Donate to the Internet Archive - jakeogh
https://archive.org/donate/index.php
======
chroma
I've donated to the Internet Archive and I'm a big fan of Jason Scott, but the
Internet Archive _is not an archive_. Any site on it can go down without
warning, thanks to the fact that they apply current robots.txt rules to past
archives. Once a domain squatter or regretful admin forbids archivebot (or
crawlers in general), archive.org's copy goes down.

This has ruined many supposedly permanent links. The infamous "She's a Flight
Risk" blog from a decade ago is down.[1] My first website is missing. Even
public domain stuff like NASA's report on nuclear propulsion is gone.[2]

With just a small rule change (obey robots.txt at the time of crawling), they
could eliminate the risk of a page disappearing. Instead, we're stuck with a
slower version of the link rot we're used to.

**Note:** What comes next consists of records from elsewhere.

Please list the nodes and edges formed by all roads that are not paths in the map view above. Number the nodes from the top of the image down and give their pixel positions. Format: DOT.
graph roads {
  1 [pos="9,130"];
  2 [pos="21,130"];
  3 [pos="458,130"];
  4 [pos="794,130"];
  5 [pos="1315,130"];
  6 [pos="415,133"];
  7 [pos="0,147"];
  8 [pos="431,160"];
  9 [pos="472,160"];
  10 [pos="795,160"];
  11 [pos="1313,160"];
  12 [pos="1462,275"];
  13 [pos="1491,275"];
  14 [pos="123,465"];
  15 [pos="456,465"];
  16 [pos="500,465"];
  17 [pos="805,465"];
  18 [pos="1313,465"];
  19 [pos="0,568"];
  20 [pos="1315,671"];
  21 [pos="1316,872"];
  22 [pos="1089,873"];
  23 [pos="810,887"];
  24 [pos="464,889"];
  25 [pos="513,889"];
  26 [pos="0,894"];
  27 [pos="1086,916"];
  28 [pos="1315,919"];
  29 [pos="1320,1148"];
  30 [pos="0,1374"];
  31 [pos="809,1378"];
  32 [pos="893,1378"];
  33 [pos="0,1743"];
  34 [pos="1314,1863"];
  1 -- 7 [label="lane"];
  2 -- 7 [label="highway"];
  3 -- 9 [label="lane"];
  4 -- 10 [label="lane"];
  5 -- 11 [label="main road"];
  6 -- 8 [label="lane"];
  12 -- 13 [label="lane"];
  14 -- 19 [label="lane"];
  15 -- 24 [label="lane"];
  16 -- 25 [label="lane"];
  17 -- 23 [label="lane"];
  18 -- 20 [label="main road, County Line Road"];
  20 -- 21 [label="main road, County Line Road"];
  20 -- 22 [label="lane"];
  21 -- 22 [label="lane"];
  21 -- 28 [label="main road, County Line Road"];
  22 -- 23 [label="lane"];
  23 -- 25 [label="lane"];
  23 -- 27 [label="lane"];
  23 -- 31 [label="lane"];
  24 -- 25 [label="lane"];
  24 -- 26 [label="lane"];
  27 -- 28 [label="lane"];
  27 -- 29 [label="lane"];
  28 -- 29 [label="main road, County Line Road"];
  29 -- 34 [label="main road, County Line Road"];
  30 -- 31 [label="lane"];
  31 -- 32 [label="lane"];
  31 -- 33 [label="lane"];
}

It doesn't stop me from
supporting them, but it's incredibly frustrating.

1\.
[https://web.archive.org/web/*/http://www.aflightrisk.blogspo...](https://web.archive.org/web/*/http://www.aflightrisk.blogspot.com)

2\.
[http://web.archive.org/web/20121029225832/http://ntrs.nasa.g...](http://web.archive.org/web/20121029225832/http://ntrs.nasa.gov/archive/nasa/casi.ntrs.nasa.gov/19770085619_1977085619.pdf)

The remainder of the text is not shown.